Derwent London’s Robust First Half: Leasing Strength Drives Growth
Central London’s office market is showing serious resilience, and Derwent London’s H1 2025 results demonstrate they’re not just riding the wave – they’re surfing it with style. The standout? Leasing activity coming in a hefty 10.5% above Estimated Rental Value (ERV). That’s not just beating expectations; it’s smashing them.
Leasing Firepower: Quality Wins
Derwent completed £13.8m of leasing, renewals, and regears in H1, with another £3.8m under offer. Highlights include:
- Adobe expanding at White Collar Factory (EC1), taking 25% more space and extending to 2038.
- The White Chapel Building (E1) now fully leased after securing BE Offices.
- Rent reviews at Brunel Building (W2) delivering a 13.5% uplift.

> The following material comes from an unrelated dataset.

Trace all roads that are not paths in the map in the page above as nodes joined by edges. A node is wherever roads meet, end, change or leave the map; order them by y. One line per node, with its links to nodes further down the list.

CEO Paul Williams nailed it: demand is “well above the long-term average,” with a “significant supply shortage at the top end.” Businesses want best-in-class spaces – sustainable, well-connected, amenity-rich. Derwent’s portfolio, with 80% within 10 minutes of a station (hello, Elizabeth Line), is perfectly positioned.
Financials: Steady Income, Growing Value
Gross rental income edged up 1.5% to £109.1m, while EPRA earnings per share held firm at 52.2p. The dividend? Upped 2% to 25.5p per share. But the real story is beneath the surface:
- Underlying capital growth of 1.2% (a swing from -1.7% in H1 2024).

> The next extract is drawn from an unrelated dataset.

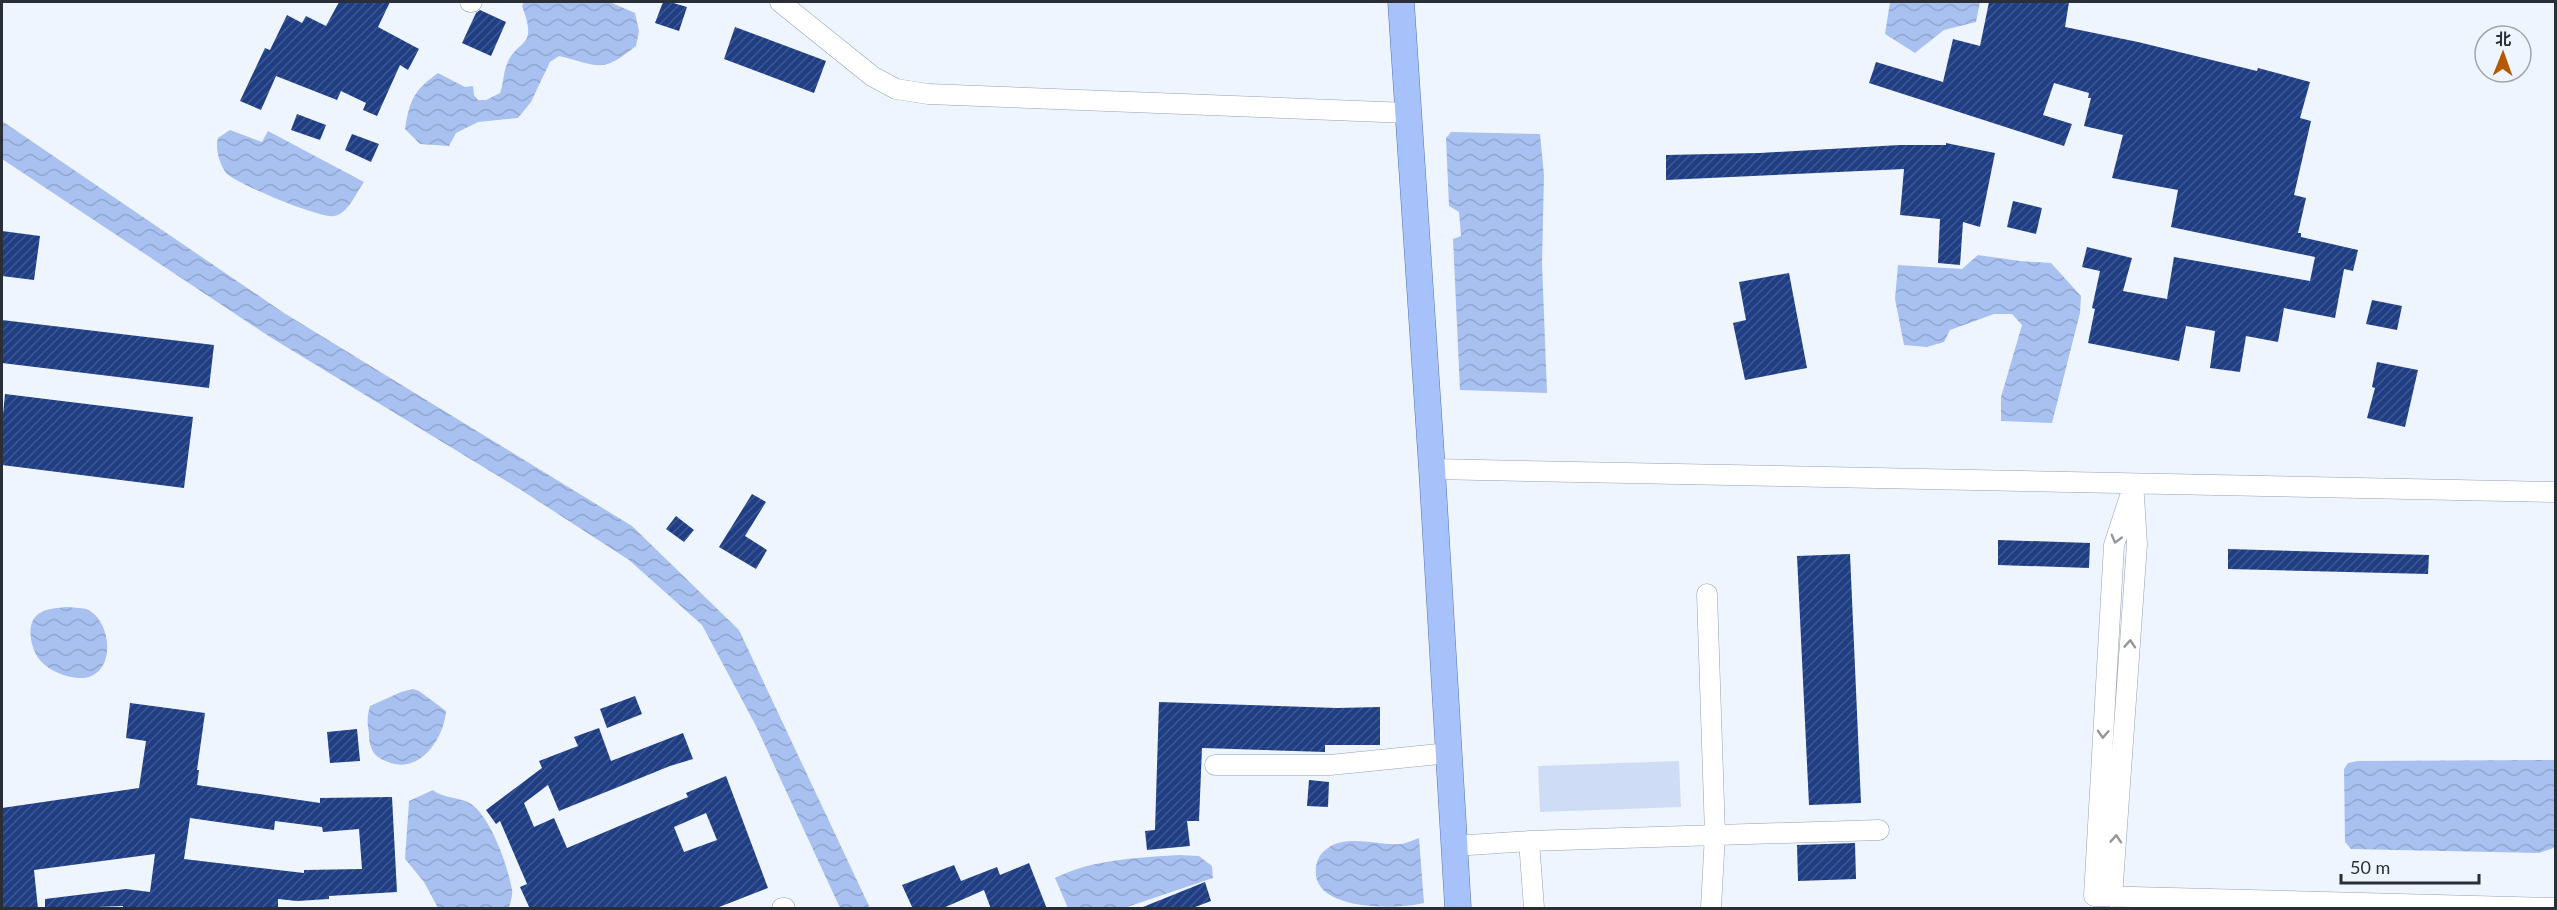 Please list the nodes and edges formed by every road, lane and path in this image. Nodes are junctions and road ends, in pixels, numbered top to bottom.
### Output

- ERV growth of 2.0% (continuing the 4.3% momentum from FY 2024).
- Portfolio reversion potential of £114.3m – that’s a juicy 55% uplift over today’s rent roll.
Valuation yields tightened slightly (EPRA equivalent yield down 4bps to 5.69%), signalling investor confidence returning to London offices.
Development Engine: Future-Proofing Returns
Derwent isn’t resting on its laurels. Its development pipeline is firing:
- 25 Baker Street (W1): Practical completion imminent, offices 100% pre-let.
- Holden House (W1): Just started (opposite Tottenham Court Road Elizabeth line station).
- 50 Baker Street (W1) & Greencoat & Gordon House (SW1): Targeting H1 2026 starts.
Network (W1): On track for H2 2025 completion.
These projects alone are projected to deliver a combined 15% profit on cost and a 6.6% yield on completion. With a further ~1.5m sq ft in the pipeline (including Old Street Quarter and 230 Blackfriars), Derwent is building its growth runway.
Balance Sheet & Sustainability: Prudence Meets Purpose
Derwent’s balance sheet remains robust:
- EPRA LTV at 30.5% (up slightly from 29.9% Dec ‘24 due to investment).
- Cash & undrawn facilities of £604m provide ample liquidity.
- Successfully issued £250m of 7-year unsecured bonds at 5.25% and extended key credit facilities.
Sustainability progress is tangible too:
- Energy intensity down another 8% in H1 (following 8% drop in 2024).
- 18.4MW Scottish solar park installation underway (aiming for H1 2026 generation).
- 70% of portfolio already EPC A or B rated (vs. sub-30% London average).
Positioned for Growth: The Outlook
Derwent reiterates its 2025 ERV growth guidance of 3% to 6%. With yields stabilising, development profits crystallising, and ERV growth feeding through, CEO Paul Williams states the “total accounting return outlook is the strongest it has been for several years.”
The risks? Higher interest rates will bite near-term earnings, and securing vacant possession for developments creates temporary voids. But Derwent’s strategic asset recycling (£200m+ disposals expected in 2025) funds higher-returning projects. Their track record speaks volumes: 230bp per annum outperformance vs. the MSCI Central London Office index over 5 years.
The bottom line: Derwent London is executing with precision. Strong leasing, a valuable development pipeline, and a rock-solid balance sheet underpin confidence. For investors seeking exposure to a recovering London office market focused on prime, sustainable space, Derwent remains a compelling play. The H1 results suggest the momentum is firmly in their favour.